MDC locking up. XSAN 3.1 OSX 10.9.4, MDC Mac Mini

XSAN configuration went well. System appears to work well for about a week, then MDC1 will usually freeze up. It appears to fail over to MDC2, but XSAN admin and cvadmin still list MDC1 as hosting. This is usually discovered by clients losing access to volume. It requires a hard shutdown of MDC1 and sometimes MDC2 and reboot of storage to get back. The log files are usually lost in the Hard Boot. Once restarted, everything works ok again for about a week then freezes again.

Any thoughts?

thomasb's picture

Have you made sure all Xsan volumes hosted by these two MDCs are mounted on the MDCs? This is required for things to work properly, especially failover.

What do you see in the cvlog and nssdbg.out log at the time of the freeze/failover? Please don't copy/paste the whole log here. Only find the relevant messages around the time frame of the freeze/failover.

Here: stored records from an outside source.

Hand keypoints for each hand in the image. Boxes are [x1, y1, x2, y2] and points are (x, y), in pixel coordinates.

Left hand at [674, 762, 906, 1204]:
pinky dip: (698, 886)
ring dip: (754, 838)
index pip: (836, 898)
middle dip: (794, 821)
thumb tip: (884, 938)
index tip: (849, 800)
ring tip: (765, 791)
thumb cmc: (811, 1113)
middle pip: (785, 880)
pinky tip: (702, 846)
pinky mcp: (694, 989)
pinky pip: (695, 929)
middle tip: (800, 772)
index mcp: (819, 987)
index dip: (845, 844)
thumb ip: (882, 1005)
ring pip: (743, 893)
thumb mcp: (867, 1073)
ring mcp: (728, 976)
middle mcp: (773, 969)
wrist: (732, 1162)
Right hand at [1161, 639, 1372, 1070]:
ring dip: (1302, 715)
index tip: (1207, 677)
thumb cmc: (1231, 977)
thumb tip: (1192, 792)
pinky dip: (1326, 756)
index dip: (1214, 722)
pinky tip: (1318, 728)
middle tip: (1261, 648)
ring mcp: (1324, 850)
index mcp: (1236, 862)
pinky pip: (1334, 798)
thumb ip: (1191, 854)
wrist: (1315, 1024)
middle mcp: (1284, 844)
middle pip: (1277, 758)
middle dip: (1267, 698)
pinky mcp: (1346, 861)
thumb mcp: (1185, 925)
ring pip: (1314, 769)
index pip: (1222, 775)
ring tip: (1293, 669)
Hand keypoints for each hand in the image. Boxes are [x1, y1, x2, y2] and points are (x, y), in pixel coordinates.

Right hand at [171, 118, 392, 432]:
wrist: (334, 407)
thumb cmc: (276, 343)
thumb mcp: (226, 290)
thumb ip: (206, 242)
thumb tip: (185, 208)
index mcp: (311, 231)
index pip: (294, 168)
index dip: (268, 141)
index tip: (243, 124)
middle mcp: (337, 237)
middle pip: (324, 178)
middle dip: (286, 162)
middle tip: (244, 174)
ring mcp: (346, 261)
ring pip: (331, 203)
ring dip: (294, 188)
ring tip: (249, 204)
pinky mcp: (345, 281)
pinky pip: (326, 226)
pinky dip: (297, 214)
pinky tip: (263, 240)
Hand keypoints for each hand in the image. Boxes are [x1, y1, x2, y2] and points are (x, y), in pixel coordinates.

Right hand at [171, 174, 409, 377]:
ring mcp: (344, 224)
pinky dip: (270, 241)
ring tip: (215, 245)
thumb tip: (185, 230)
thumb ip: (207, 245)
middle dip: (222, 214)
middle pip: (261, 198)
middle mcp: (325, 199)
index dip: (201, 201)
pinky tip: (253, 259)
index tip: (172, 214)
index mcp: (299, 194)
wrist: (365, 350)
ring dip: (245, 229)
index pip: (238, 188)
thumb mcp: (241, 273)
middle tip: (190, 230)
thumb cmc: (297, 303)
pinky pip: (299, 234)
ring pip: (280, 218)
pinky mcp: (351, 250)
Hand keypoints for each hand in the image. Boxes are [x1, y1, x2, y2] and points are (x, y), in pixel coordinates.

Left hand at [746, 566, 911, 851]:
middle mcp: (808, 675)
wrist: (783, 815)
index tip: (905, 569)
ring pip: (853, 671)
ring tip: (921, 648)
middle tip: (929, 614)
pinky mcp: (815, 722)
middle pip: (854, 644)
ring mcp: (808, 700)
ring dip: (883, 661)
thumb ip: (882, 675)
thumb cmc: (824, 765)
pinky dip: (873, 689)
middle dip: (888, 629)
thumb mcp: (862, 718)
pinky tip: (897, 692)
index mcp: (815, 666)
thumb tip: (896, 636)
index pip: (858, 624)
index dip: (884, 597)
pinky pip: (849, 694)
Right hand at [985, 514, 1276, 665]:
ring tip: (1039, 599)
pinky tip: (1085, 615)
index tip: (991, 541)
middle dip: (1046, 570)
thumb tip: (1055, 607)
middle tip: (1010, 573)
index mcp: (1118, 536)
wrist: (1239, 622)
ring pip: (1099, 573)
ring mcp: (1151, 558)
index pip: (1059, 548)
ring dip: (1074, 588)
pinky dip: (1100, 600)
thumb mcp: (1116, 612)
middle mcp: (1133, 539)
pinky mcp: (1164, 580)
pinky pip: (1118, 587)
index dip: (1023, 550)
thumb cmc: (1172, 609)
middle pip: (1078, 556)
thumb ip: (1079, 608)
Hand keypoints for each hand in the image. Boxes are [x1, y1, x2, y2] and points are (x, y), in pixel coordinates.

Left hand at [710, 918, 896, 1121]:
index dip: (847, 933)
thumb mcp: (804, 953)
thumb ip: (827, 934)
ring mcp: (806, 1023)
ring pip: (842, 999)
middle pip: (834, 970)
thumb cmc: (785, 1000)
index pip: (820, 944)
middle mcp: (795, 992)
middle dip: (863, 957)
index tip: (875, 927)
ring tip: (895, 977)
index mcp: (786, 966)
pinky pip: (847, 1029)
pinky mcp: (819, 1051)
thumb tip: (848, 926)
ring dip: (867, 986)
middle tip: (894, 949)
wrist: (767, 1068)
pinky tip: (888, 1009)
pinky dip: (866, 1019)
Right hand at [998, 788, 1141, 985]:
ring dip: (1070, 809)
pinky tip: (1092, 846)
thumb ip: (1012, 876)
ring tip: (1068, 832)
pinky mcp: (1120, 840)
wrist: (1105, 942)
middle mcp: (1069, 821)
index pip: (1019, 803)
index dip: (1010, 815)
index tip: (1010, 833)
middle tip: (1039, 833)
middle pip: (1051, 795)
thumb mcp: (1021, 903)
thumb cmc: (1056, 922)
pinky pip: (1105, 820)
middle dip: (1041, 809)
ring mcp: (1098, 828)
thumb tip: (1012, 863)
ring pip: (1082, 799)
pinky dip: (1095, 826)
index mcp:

Volume is always mounted on both MDC's. I'll try to gather info from logs. It usually requires a hard boot, so logs get wiped. What is your recommendation on leaving XSAN Admin open all of the time on one of the MDC's?
This is looking like a storage problem. We have been working with Promise, but are still getting frequent failed drives. Whenever a drive fails or is replaced and initiates a rebuild, the lockup problem happens.

AaronW
 

thomasb's picture

Leaving Xsan Admin open shouldn't be a problem, but I would recommend closing it when not in use, just to make sure the data you see in the GUI is updated every time you use it.

cvlog and nssdbg.out do not get wiped on a reboot, so you should be able to find some valuable data there, to help troubleshoot this issue.

/Library/Logs/Xsan/data//log/cvlog*
/Library/Logs/Xsan/debug/nssdbg.out

Failed drives in our Promise arrays should not cause problems for your MDCs, unless a whole LUN gets damaged, but then you're in deep trouble.

What kind of fibre channel switches are you using? If it's Qlogic, have you double checked that the target and initiator ports are configured correctly?

Also make sure that DNS is looking right on your MDCs, and that the date/time of both MDCs is in sync.

Are you able to ssh into your MDCs after a lockup?